[MATERIAL PROVIDED]:
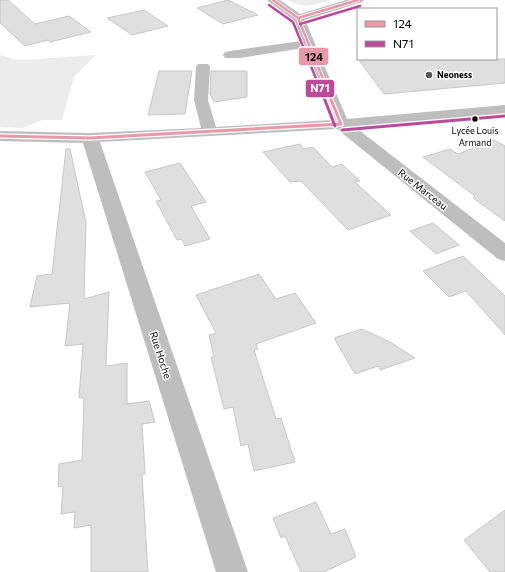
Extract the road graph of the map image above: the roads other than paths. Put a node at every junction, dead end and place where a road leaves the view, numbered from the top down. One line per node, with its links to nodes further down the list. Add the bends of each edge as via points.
1 (274, 0): 3 (street)
2 (358, 0): 3 (street)
3 (298, 18): 4 (street)
4 (308, 44): 5 (street); 8 (street)
5 (230, 55)
6 (203, 67): 9 (street, via 201,100)
7 (505, 110): 8 (street)
8 (341, 124): 9 (street); 12 (street, Rue Marceau)
9 (210, 132): 11 (street)
10 (0, 136): 11 (street)
11 (90, 138): 13 (street, Rue Hoche)
12 (505, 254)
13 (232, 572)

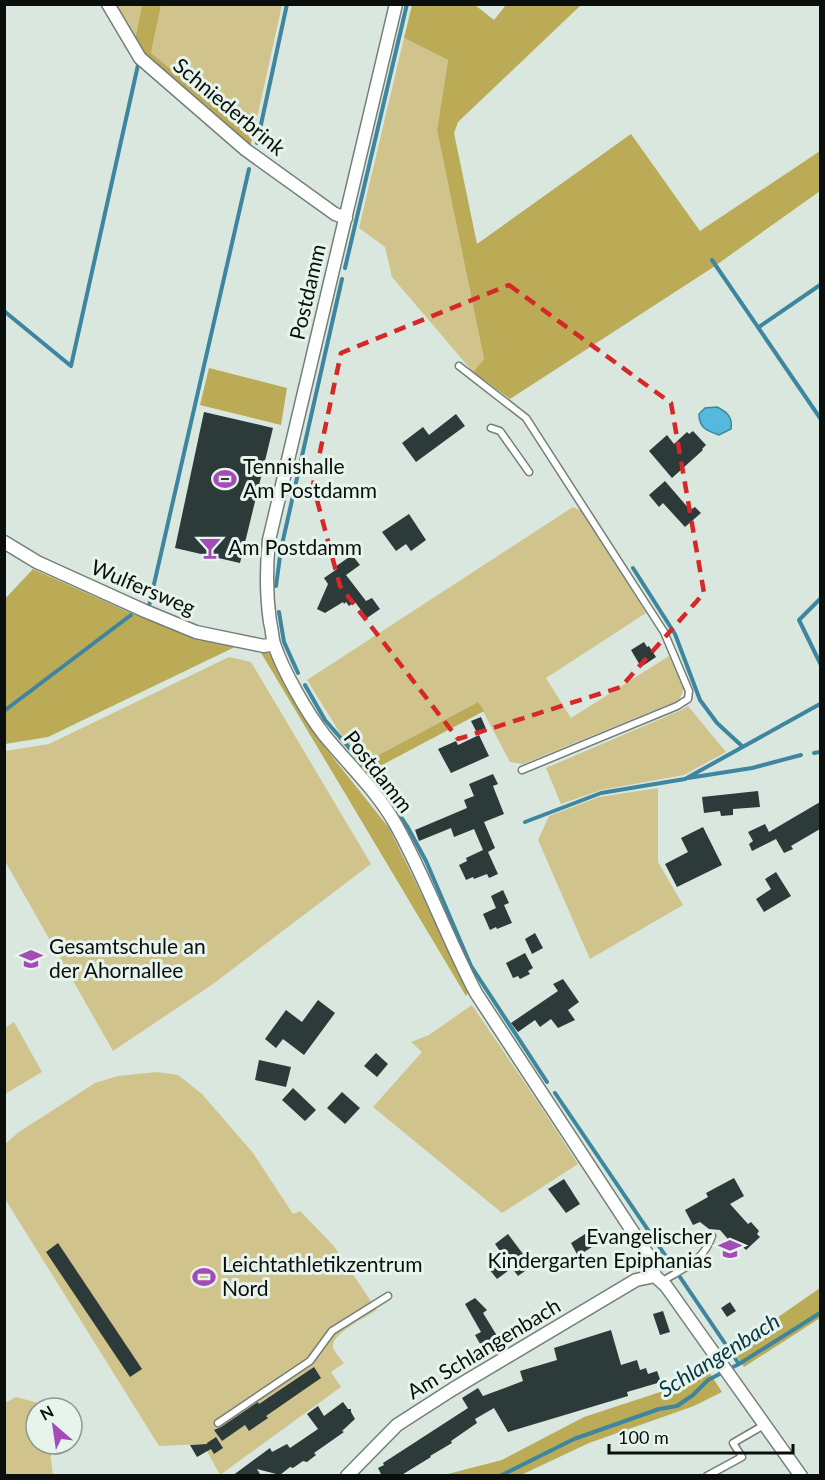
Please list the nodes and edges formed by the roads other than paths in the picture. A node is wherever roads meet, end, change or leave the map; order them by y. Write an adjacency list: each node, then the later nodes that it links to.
1 (108, 4): 3 (street, Schniederbrink)
2 (396, 4): 3 (street, Postdamm)
3 (346, 218): 8 (street, Postdamm)
4 (459, 366): 9 (lane)
5 (491, 428): 6 (lane)
6 (529, 472)
7 (4, 542): 8 (street, Wulfersweg)
8 (274, 644): 11 (street, Postdamm)
9 (522, 770)
10 (712, 1236): 11 (lane)
11 (658, 1279): 14 (street, Postdamm); 15 (street, Am Schlangenbach)
12 (388, 1296): 13 (lane)
13 (218, 1423)
14 (765, 1425): 16 (lane); 17 (street, Postdamm)
15 (347, 1476)
16 (707, 1476)
17 (801, 1476)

[EXERCISE DETAILS]: Could you reproduce the listing above word for word while leaving out its pictures?

[RESULT OF THIS EXERCISE]:
Extract the road graph of the map image above: the roads other than paths. Put a node at every junction, dead end and place where a road leaves the view, numbered from the top down. One line per node, with its links to nodes further down the list. Add the bends of each edge as via points.
1 (274, 0): 3 (street)
2 (358, 0): 3 (street)
3 (298, 18): 4 (street)
4 (308, 44): 5 (street); 8 (street)
5 (230, 55)
6 (203, 67): 9 (street, via 201,100)
7 (505, 110): 8 (street)
8 (341, 124): 9 (street); 12 (street, Rue Marceau)
9 (210, 132): 11 (street)
10 (0, 136): 11 (street)
11 (90, 138): 13 (street, Rue Hoche)
12 (505, 254)
13 (232, 572)

Please list the nodes and edges formed by the roads other than paths in the picture. A node is wherever roads meet, end, change or leave the map; order them by y. Write an adjacency list: each node, then the later nodes that it links to.
1 (108, 4): 3 (street, Schniederbrink)
2 (396, 4): 3 (street, Postdamm)
3 (346, 218): 8 (street, Postdamm)
4 (459, 366): 9 (lane)
5 (491, 428): 6 (lane)
6 (529, 472)
7 (4, 542): 8 (street, Wulfersweg)
8 (274, 644): 11 (street, Postdamm)
9 (522, 770)
10 (712, 1236): 11 (lane)
11 (658, 1279): 14 (street, Postdamm); 15 (street, Am Schlangenbach)
12 (388, 1296): 13 (lane)
13 (218, 1423)
14 (765, 1425): 16 (lane); 17 (street, Postdamm)
15 (347, 1476)
16 (707, 1476)
17 (801, 1476)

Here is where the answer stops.